* _Assignment_
Work through the data and say how many lines contain "Monteith". The number alone is the answer.

━━━━━━━━━━━━━━━━━━━━━━━━━━━━━━

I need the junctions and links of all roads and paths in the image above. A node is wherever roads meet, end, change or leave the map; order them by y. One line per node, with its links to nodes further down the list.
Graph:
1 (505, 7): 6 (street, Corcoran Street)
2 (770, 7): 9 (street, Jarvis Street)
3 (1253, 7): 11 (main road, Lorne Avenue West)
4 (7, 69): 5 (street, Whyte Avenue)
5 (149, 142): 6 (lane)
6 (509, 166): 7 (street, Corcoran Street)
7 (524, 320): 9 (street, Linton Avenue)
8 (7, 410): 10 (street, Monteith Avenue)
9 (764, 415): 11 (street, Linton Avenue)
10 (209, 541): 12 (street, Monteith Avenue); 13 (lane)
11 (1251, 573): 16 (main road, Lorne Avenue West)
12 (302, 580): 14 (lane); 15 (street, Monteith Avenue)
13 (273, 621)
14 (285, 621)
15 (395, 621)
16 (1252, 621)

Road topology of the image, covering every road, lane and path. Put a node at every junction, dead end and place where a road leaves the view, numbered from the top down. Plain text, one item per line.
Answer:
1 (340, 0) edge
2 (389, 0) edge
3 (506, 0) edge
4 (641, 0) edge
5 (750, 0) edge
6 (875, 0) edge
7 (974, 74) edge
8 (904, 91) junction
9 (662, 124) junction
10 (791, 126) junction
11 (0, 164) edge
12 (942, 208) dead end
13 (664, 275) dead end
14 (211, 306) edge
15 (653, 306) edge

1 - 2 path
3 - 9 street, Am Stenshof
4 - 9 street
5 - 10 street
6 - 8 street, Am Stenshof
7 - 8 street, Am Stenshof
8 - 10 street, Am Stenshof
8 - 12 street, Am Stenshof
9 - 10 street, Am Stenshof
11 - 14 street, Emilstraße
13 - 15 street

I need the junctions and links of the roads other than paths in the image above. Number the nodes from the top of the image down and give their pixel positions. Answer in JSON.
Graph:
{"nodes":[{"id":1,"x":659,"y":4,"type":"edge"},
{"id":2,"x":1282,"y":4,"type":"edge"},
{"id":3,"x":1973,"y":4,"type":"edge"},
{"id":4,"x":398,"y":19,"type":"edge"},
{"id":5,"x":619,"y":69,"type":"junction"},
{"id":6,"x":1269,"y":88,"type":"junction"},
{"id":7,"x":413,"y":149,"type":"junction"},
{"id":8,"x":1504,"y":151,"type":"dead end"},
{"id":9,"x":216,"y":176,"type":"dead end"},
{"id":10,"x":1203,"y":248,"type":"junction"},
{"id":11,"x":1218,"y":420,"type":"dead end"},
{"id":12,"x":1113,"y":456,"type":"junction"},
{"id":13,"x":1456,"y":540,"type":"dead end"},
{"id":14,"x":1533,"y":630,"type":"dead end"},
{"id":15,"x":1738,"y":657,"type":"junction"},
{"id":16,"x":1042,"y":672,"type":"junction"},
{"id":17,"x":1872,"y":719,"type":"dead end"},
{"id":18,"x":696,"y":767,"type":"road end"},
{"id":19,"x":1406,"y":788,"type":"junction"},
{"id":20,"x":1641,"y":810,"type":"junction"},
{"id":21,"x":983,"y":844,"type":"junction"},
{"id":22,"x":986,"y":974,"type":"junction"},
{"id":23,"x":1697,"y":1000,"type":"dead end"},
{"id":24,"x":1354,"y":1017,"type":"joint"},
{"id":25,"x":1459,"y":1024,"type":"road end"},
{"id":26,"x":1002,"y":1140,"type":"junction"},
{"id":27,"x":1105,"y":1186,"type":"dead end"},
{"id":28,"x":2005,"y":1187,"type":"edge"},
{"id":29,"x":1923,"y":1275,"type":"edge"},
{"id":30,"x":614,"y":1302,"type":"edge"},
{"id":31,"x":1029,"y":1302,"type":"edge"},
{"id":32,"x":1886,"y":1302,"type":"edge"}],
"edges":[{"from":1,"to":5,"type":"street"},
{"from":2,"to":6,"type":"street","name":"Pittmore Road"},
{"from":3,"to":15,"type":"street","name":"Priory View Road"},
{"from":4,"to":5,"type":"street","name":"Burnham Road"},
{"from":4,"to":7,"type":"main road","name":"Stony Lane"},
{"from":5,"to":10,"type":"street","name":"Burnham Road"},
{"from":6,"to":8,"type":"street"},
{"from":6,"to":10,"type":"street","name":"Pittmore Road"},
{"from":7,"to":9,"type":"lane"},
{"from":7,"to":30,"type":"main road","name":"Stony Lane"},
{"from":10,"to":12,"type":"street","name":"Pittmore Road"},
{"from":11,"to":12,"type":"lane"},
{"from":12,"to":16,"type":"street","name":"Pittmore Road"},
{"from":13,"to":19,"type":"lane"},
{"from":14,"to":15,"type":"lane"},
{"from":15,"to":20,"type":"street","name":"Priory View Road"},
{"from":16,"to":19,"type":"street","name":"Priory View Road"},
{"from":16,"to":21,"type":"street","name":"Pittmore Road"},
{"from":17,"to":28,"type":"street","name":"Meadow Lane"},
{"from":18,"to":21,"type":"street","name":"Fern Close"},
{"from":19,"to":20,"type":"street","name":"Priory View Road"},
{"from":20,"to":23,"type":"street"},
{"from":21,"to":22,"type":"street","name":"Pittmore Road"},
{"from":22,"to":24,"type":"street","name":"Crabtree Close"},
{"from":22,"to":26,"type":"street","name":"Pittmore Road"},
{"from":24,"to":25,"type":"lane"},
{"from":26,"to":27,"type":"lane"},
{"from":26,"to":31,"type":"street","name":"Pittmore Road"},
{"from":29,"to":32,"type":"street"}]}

━━━━━━━━━━━━━━━━━━━━━━━━━━━━━━

* _Response_
3